──────── Available data ────────
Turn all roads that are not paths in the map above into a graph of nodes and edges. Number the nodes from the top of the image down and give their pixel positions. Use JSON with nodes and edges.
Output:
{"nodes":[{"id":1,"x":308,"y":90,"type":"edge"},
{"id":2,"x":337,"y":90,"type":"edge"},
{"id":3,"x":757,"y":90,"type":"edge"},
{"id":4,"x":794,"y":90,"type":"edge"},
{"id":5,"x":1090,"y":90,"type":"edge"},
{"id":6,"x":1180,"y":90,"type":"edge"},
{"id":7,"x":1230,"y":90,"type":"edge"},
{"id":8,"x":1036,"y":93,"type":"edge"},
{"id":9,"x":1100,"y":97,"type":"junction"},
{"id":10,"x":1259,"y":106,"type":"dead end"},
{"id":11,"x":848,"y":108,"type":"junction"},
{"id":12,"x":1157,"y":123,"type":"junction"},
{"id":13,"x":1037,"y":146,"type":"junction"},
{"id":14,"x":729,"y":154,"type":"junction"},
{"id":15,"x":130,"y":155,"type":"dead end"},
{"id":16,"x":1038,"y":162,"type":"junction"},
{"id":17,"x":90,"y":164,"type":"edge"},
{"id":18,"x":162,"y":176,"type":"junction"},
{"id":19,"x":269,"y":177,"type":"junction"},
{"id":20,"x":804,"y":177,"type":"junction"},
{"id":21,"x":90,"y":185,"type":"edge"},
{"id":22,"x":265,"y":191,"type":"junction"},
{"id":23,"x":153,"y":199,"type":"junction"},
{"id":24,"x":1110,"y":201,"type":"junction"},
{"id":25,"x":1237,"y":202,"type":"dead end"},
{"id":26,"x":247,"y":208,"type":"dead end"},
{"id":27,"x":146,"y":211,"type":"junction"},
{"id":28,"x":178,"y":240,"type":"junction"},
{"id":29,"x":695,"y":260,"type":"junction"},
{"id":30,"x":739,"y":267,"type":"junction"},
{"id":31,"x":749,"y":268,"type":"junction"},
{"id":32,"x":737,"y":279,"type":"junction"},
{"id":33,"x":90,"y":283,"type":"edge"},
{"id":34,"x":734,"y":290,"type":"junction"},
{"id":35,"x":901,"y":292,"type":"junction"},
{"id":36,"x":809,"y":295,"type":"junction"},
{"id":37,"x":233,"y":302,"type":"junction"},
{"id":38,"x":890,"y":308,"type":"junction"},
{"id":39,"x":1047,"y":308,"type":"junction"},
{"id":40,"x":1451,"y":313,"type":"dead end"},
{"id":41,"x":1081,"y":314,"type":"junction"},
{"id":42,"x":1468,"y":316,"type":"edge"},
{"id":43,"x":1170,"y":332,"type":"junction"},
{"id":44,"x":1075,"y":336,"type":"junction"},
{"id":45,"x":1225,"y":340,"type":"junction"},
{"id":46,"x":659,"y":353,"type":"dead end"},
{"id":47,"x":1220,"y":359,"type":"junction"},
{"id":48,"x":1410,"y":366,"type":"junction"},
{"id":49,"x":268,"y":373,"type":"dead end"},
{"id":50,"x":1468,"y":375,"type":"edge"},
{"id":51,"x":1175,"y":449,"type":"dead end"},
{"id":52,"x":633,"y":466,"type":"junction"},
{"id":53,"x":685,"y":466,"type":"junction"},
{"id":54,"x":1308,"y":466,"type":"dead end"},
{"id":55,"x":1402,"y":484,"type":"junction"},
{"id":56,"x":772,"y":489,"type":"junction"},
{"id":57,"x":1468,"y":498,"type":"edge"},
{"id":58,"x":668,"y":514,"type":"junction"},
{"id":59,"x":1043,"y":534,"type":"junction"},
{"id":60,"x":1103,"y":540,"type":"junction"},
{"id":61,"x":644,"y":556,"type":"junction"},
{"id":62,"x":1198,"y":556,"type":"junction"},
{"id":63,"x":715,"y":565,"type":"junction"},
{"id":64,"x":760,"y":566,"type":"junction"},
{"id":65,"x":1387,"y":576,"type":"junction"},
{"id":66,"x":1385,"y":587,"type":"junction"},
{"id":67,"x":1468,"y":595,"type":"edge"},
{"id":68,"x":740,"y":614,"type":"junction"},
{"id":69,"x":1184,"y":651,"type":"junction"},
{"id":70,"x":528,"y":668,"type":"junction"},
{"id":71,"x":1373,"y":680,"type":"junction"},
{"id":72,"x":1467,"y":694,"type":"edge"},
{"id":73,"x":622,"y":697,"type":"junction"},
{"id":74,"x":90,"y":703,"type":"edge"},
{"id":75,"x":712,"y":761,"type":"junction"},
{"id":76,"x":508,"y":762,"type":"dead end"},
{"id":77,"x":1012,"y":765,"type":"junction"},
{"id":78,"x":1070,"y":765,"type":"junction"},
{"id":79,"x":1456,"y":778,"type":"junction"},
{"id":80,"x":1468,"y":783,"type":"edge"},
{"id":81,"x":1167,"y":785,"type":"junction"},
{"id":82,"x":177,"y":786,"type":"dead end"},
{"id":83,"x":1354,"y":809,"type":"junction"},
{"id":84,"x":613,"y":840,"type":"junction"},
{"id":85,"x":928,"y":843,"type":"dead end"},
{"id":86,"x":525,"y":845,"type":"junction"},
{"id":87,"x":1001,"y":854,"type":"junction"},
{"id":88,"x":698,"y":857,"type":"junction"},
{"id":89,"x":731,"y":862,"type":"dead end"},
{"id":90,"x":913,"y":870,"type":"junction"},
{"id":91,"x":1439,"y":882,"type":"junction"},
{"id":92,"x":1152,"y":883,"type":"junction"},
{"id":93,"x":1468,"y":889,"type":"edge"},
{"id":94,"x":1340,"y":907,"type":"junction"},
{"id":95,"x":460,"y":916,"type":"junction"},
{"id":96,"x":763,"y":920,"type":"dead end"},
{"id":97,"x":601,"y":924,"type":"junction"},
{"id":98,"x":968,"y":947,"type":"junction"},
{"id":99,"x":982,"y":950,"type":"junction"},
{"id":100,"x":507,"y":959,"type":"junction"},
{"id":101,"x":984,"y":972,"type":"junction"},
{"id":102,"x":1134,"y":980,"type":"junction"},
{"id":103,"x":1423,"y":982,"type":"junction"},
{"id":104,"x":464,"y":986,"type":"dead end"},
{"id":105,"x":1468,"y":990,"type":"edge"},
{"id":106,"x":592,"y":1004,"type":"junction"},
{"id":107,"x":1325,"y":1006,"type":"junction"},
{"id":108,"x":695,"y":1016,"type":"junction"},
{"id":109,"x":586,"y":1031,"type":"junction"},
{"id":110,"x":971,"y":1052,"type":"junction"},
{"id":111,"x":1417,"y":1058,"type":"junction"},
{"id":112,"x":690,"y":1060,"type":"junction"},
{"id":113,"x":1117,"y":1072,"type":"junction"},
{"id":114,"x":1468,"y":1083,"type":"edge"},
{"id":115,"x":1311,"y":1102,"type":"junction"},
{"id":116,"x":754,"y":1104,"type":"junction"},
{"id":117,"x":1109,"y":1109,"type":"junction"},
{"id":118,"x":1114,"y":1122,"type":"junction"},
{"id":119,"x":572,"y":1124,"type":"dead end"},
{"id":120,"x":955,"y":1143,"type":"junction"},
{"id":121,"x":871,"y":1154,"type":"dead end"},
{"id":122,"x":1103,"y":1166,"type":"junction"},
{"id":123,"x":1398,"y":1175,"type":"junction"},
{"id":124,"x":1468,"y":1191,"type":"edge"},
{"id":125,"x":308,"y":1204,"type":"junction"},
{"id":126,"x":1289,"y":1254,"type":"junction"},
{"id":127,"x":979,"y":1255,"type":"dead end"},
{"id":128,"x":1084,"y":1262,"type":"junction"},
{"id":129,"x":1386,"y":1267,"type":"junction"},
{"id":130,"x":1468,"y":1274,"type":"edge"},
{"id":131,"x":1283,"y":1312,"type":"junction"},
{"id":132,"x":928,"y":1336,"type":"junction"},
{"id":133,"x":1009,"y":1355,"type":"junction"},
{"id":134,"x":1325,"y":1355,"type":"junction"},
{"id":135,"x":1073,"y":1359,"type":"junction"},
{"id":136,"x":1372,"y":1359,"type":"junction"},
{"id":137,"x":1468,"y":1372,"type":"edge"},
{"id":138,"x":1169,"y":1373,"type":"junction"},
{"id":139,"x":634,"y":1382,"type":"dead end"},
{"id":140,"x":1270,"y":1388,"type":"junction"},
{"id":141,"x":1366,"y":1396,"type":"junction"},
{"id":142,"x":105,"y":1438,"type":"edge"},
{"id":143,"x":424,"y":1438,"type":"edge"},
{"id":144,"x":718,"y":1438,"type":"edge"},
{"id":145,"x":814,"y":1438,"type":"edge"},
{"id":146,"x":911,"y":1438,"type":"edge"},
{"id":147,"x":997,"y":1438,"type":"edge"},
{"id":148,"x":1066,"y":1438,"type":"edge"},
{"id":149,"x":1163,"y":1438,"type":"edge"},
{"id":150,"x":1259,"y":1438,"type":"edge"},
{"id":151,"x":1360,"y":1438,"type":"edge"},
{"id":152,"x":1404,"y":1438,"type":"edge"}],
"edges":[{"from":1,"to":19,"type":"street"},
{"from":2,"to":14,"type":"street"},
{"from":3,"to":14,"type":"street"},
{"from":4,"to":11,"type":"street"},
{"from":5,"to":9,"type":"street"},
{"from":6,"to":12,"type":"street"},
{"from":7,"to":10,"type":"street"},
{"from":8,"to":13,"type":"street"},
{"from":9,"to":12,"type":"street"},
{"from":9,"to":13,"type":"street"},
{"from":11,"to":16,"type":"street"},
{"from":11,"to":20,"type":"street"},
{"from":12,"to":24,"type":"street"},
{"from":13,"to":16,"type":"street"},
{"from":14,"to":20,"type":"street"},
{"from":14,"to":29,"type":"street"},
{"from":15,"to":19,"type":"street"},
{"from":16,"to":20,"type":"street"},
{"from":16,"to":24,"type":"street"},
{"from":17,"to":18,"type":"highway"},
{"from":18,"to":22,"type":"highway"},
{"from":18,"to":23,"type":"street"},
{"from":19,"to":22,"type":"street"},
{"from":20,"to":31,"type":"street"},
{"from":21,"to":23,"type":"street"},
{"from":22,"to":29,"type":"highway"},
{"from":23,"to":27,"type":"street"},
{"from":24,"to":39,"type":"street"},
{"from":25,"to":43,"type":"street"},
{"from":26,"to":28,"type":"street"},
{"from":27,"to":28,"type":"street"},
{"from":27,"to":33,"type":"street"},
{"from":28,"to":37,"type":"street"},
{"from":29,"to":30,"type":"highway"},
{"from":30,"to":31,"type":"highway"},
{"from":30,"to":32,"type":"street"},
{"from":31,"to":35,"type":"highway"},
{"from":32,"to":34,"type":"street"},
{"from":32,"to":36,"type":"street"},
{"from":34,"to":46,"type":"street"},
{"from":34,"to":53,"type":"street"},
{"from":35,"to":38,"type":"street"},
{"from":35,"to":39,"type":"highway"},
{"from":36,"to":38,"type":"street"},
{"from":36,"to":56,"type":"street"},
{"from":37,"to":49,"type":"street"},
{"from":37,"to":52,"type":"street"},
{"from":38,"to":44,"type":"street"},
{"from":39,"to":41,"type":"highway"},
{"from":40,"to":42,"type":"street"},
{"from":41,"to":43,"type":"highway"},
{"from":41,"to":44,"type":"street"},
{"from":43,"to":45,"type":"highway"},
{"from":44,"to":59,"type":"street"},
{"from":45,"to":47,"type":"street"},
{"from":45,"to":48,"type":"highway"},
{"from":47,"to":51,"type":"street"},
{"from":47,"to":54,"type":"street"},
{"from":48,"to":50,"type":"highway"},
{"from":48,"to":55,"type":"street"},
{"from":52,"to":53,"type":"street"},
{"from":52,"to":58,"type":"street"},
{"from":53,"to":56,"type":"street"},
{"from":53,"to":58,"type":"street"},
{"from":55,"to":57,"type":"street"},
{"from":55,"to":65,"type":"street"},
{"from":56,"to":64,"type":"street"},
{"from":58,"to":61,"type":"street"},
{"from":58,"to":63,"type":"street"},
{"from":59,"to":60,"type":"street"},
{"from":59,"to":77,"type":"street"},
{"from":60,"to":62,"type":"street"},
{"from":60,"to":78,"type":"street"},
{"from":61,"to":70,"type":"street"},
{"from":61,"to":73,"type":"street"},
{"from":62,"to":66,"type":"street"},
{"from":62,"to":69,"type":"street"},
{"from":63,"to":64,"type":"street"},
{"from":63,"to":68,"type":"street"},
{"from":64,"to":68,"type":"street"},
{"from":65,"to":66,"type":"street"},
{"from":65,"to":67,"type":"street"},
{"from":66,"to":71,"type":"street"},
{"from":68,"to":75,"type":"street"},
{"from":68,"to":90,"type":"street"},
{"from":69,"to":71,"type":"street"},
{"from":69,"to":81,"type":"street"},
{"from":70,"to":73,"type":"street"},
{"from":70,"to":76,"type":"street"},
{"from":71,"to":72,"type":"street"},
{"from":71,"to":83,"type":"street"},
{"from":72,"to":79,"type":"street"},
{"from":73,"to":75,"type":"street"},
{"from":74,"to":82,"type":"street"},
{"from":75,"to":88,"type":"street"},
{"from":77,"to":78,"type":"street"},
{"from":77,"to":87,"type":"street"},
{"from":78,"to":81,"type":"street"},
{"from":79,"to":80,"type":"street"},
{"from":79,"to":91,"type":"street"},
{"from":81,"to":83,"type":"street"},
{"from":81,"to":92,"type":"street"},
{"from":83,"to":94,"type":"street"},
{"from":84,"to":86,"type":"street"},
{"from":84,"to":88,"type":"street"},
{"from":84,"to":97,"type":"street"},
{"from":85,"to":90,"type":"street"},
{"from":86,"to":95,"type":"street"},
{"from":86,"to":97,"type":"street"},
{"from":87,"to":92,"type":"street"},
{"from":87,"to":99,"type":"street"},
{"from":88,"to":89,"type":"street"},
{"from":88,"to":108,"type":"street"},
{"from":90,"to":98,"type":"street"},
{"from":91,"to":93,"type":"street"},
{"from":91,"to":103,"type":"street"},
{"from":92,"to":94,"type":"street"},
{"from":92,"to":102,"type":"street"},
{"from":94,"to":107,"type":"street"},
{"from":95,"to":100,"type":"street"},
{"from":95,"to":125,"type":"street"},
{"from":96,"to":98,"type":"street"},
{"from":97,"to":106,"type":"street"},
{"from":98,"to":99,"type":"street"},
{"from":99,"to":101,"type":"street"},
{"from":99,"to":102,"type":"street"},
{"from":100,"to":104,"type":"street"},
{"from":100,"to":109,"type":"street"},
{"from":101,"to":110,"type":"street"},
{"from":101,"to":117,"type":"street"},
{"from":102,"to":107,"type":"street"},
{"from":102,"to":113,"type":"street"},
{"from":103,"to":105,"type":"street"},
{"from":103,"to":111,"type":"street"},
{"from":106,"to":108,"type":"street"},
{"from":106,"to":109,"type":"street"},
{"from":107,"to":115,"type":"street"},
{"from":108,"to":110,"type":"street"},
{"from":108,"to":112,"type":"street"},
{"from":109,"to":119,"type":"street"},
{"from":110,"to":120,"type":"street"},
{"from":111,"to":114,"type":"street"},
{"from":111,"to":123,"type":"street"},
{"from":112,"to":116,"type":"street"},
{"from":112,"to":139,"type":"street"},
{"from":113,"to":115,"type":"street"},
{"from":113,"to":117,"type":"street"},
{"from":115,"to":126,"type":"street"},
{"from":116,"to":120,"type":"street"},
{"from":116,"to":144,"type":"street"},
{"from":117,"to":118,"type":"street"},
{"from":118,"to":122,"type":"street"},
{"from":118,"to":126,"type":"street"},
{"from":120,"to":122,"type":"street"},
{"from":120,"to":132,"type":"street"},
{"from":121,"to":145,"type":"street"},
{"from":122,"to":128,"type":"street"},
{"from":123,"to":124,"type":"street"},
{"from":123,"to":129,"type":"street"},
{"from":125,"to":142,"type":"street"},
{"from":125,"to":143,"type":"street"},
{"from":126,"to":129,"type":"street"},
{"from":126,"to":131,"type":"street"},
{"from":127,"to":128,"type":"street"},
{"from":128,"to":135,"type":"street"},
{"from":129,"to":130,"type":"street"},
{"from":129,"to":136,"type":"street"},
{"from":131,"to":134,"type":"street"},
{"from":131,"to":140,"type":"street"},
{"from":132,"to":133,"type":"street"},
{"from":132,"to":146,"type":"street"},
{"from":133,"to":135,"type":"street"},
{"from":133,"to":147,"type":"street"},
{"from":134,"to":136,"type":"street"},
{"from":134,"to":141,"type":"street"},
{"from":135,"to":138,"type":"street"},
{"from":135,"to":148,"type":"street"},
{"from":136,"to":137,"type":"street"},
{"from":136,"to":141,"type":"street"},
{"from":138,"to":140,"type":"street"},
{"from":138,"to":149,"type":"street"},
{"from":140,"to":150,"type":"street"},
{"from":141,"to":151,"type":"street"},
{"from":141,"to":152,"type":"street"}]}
────────
__Exercise__: If a line of the data contains the word "nodes", count it; say how many such lines there are and nothing else.

__Result__: 2